You can configure a component directly by providing lr and freeze_after (optional, use null if not needed). This setting applies to all parts (shared and subject-specific) of that component.

"learning_rate": {
# Train encoder with specific rate, freeze after 50 epochs
"encoder": { "lr": 1e-3, "freeze_after": 50 },
# Different rate for decoder
"decoder": { "lr": 2e-3, "freeze_after": null },
# DSR gets another rate
"dsr": { "lr": 1e-3, "freeze_after": null }
}

Detailed Setup (Hierarchical)

If you need different settings for the shared and subject-specific parts of a component, you can utilize the shared and subjects keys.

  • Encoder: supports shared, subjects
  • DSR: supports shared, subjects
  • Decoder: supports shared
"learning_rate": {
"encoder": {
"shared": { "lr": 1e-4, "freeze_after": null },
# Subject parameters often need higher learning rates
"subjects": { "lr": 1e-2, "freeze_after": 20 }
},
"decoder": {
# Decoder usually only has shared parameters
"shared": { "lr": 1e-3, "freeze_after": null }
},
"dsr": {
"shared": { "lr": 1e-3, "freeze_after": null },
"subjects": { "lr": 1e-2, "freeze_after": null }
}
}

Mixed Setup

You can mix simplified and detailed configurations.

"learning_rate": {
"encoder": { "lr": 1e-3, "freeze_after": null }, # Simplified
"decoder": { "lr": 1e-3, "freeze_after": null },
"dsr": { # Detailed
"shared": { "lr": 1e-4, "freeze_after": null },
"subjects": { "lr": 5e-3, "freeze_after": null }
}
}

Learning Rate Scheduling

The global learning rate schedule is configured via the lr_scheduling key.
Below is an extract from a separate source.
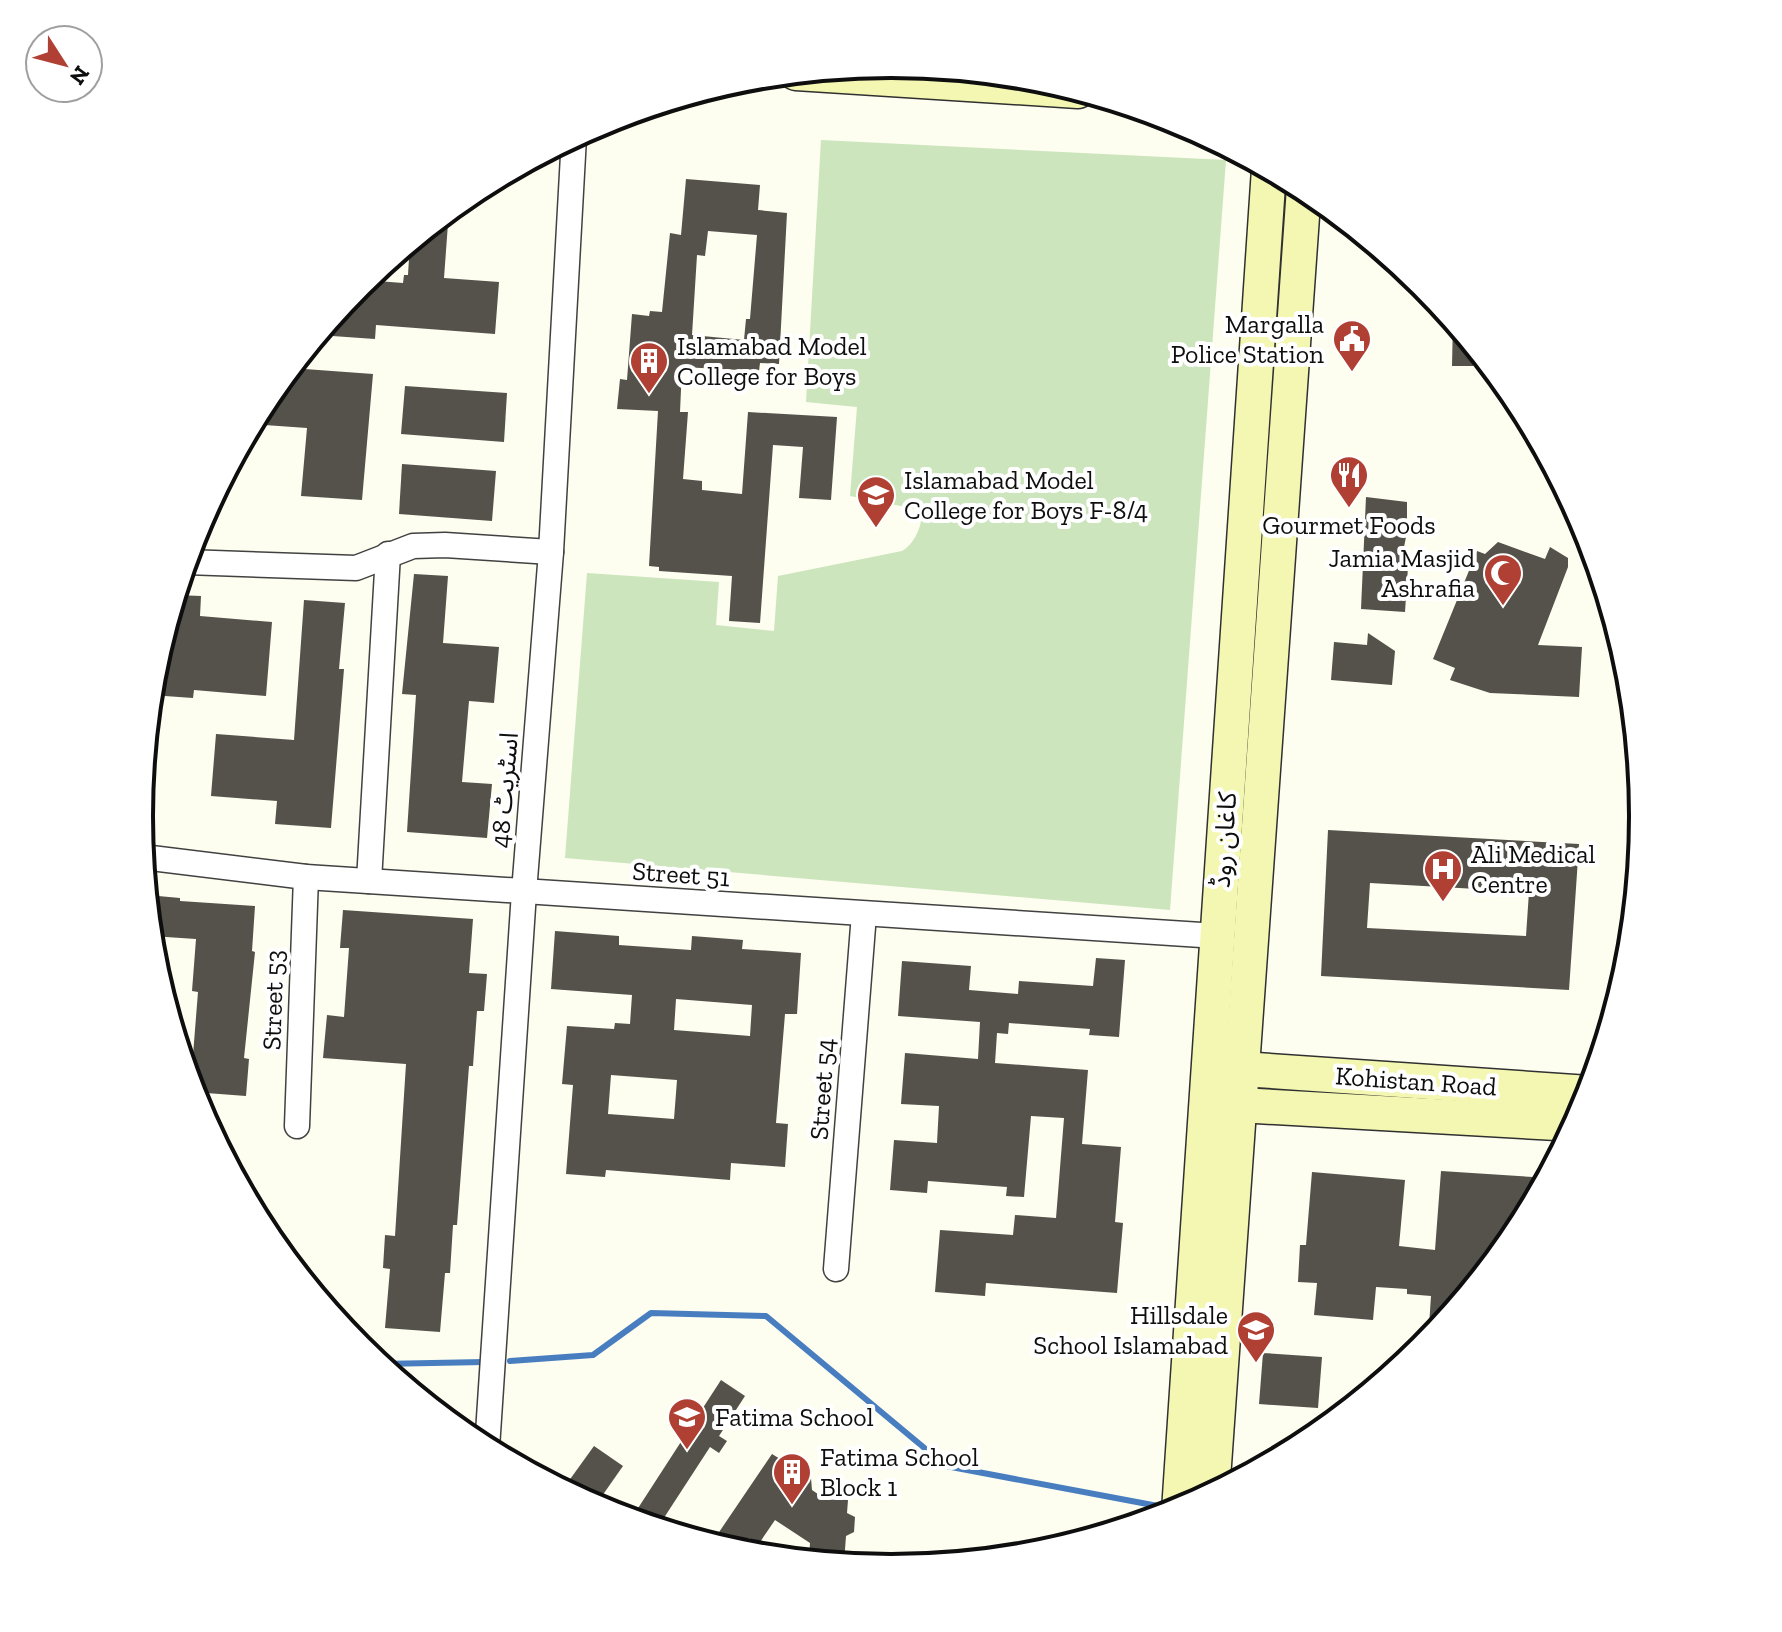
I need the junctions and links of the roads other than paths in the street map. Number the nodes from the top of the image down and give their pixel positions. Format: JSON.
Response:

It uses a scheduler from torch.optim.lr_scheduler.

Supported schedulers:

  • MultiStepLR (Default)
  • ReduceLROnPlateau
  • ExponentialLR
  • StepLR

MultiStepLR

Decays the learning rate by gamma once the number of epochs reaches one of the milestones.

  • Important: milestones should be provided as fractions of the total n_epochs (between 0 and 1).
"lr_scheduling": {
"name": "MultiStepLR",
"hyperparameters": {
"gamma": 0.1,
"milestones": [0.2, 0.8] # e.g. at 20% and 80% of training
}
}

ReduceLROnPlateau

Reduces the learning rate when a metric (training loss) has stopped improving.

"lr_scheduling": {
"name": "ReduceLROnPlateau",
"hyperparameters": {
"mode": "min",
"factor": 0.1,
"patience": 10
}
}

ExponentialLR

Decays the learning rate of each parameter group by gamma every epoch.

Alternatively to gamma, you can specify initial and final learning rates, and the system will automatically calculate the required gamma to interpolate between them over n_epochs.

"lr_scheduling": {
"name": "ExponentialLR",
"hyperparameters": {
"gamma": 0.95
# OR
# "initial": 1e-3,
# "final": 1e-5
}
}
warning

The learning rate scheduler applies the scheduling to each learning rate, there is no option to set different schedules for different parameter groups of the model.